B. Perjuangan melalui Volksraad
Pendirian Fraksi Nasional dilatarbelakangi oleh beberapa faktor yaitu: (1) pemerintah kolonial Belanda bersikap semena-mena terhadap organisasi-organisasi politik di luar Volksraad, terutama terhadap PNI. Aktivitas PNI, misalnya, digeledah, ditangkap, diasingkan, dan dipenjarakan oleh pemerintahan kolonial. (2) adanya anggapan dan perlakuan yang sama oleh pemerintah kolonial (ditangkap) terhadap semua gerakan nasional baik yang bersifat nonkooperatif maupun yang bersifat kooperatif. (3) didirikannya Vaderlandsche (VC) pada tahun 1929 di negeri Belanda yang tidak bersimpatik terhadap perjuangan menuntut kemerdekaan oleh warga pribumi. H.C. Zentgraaff, pendiri VC, mendesak perlunya meningkatkan nasionalisme di negeri Belanda dalam rangka menghadapi “tuntutan-tuntutan yang gila” dari kaum pribumi.

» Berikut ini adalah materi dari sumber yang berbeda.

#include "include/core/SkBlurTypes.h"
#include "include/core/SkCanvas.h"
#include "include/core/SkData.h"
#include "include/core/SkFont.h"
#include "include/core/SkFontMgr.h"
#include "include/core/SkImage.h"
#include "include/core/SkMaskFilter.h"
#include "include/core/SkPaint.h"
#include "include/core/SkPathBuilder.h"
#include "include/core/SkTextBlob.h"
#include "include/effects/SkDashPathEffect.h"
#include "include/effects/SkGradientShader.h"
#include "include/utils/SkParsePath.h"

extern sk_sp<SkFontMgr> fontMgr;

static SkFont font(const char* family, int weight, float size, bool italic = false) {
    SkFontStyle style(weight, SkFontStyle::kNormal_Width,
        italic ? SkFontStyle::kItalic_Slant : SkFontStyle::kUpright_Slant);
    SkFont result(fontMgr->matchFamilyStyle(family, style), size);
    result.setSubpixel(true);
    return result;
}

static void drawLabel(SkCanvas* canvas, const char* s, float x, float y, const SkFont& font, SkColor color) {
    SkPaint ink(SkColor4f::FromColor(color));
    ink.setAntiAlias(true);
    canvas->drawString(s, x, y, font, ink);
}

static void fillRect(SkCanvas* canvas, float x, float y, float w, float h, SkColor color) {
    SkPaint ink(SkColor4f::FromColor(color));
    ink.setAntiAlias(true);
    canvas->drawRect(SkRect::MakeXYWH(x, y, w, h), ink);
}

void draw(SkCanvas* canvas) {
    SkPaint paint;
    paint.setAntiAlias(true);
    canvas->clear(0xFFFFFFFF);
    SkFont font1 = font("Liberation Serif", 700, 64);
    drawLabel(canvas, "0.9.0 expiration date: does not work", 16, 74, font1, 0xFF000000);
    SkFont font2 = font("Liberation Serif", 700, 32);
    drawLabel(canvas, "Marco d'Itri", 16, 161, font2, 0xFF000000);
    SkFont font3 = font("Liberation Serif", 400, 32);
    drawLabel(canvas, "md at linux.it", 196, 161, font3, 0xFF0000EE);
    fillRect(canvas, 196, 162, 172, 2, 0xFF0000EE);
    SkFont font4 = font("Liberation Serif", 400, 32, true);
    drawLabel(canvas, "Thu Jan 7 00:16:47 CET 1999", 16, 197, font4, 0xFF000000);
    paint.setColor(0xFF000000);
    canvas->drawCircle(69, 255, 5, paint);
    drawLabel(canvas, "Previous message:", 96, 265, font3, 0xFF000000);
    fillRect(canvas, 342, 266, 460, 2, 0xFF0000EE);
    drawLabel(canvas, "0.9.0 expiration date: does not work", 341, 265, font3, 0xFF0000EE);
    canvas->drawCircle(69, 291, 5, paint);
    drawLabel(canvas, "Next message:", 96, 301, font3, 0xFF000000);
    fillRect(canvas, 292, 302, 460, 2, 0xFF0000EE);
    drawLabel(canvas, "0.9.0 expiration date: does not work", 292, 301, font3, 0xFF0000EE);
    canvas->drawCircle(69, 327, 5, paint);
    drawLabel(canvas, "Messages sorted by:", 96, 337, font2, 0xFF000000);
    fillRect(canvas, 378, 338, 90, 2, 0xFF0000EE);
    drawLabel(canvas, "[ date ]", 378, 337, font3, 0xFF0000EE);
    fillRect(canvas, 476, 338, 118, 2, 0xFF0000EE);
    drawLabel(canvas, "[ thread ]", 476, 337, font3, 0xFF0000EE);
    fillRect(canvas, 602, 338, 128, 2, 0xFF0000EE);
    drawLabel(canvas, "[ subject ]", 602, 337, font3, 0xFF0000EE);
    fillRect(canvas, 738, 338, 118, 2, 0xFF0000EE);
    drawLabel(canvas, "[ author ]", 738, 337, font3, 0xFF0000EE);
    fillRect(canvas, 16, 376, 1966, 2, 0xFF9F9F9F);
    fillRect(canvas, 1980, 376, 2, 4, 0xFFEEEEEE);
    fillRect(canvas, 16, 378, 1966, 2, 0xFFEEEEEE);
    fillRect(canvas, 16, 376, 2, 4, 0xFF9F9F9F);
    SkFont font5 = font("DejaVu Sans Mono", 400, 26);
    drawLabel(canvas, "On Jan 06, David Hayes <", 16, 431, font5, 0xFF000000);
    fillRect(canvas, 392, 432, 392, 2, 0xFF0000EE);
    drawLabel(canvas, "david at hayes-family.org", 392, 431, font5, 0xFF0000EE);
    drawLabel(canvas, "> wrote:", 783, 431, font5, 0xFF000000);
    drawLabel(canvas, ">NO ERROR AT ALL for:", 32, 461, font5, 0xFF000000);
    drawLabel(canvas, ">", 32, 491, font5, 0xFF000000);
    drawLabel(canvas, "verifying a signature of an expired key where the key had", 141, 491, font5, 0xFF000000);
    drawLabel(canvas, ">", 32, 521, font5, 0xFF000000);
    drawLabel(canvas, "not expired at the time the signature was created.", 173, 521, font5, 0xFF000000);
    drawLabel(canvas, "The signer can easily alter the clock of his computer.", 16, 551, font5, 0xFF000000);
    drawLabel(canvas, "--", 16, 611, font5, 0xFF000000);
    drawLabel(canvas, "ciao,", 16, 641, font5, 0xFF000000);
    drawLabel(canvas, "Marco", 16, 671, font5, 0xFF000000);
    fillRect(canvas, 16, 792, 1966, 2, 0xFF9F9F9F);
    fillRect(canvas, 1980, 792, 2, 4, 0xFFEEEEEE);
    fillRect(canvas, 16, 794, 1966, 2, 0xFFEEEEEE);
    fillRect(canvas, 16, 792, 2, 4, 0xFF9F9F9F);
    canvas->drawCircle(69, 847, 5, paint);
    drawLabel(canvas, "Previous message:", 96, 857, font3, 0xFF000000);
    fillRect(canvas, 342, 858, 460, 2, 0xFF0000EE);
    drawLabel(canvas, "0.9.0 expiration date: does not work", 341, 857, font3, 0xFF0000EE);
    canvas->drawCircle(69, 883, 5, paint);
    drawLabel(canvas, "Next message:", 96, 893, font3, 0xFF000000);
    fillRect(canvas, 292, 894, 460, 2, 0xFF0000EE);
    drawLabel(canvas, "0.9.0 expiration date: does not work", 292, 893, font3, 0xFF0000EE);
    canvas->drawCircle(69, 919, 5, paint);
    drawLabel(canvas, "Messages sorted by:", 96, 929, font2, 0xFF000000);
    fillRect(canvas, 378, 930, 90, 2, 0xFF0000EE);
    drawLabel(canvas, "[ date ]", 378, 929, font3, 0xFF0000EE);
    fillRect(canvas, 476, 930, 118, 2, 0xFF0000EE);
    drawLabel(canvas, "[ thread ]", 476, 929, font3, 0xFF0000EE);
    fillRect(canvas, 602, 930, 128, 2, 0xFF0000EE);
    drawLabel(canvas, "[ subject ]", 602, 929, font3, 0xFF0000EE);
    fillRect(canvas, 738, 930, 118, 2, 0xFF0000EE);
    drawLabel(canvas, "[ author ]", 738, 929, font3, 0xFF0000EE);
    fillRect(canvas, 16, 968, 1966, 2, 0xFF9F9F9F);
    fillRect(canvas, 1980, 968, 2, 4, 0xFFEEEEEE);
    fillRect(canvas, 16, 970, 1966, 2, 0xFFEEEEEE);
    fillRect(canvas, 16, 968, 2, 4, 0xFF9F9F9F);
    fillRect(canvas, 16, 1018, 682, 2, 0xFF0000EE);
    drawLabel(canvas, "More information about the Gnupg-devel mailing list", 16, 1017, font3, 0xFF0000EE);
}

Pada 27 Januari 1930, M.H. Thamrin memprakarsai berdirinya Fraksi Nasional dalam Volksraad. Kusumo Utoyo menjadi wakilnya. Tujuan utamanya adalah meraih Kemerdekaan Indonesia secepat-cepatnya.
Usaha yang dilakukan oleh Fraksi Indonesia adalah:
a. Mendesak segera dilakukannya perubahan ketatanegaraan.
b. Menghapus semua perbedaan politik, ekonomi, dan pendidikan yang diakibatkan oleh penjajah.
c. Menggunakan semua jalan yang sah untuk mencapai tujuan tersebut.
Tokoh-tokoh pribumi yang berada di Volksraad beberapa kali membuat gebrakan, seperti melancarkan protes terhadap penggeledahan rumah pemimpin PNI, memperjuangkan nasib buruh di Sumatera dari poenale sanctie, mendesak dicabutnya Ordonansi Sekolah Liar, tuntutan untuk menghilangkan perbedaan yang menyolok atas gaji yang diterima oleh prajurit bumputera dan gaji yang diterima oleh prajurit asal Belanda. Muhamad Husni Tamrin merupakan orang pertama yang “berani” berpidato dalam bahasa Indonesia dalam Volksraad.
Gebrakan yang lain adalah Petisi Sutardjo (1935). Petisi ini berisi permohonan supaya diselenggarakannya suatu musyawarah antara Indonesia dan negeri Belanda dengan kedudukan dan hak yang sama. Tujuannya, menyusun suatu rencana pemberian kepada Indonesia suatu pemerintahan yang berdiri sendiri (otonom) dalam batas Undang-undang Dasar Kerajaan Belanda. Pelaksanaannya akan berangsur-angsur pada waktu sepuluh tahun atau dalam waktu yang akan ditetapkan dalam musyawarah.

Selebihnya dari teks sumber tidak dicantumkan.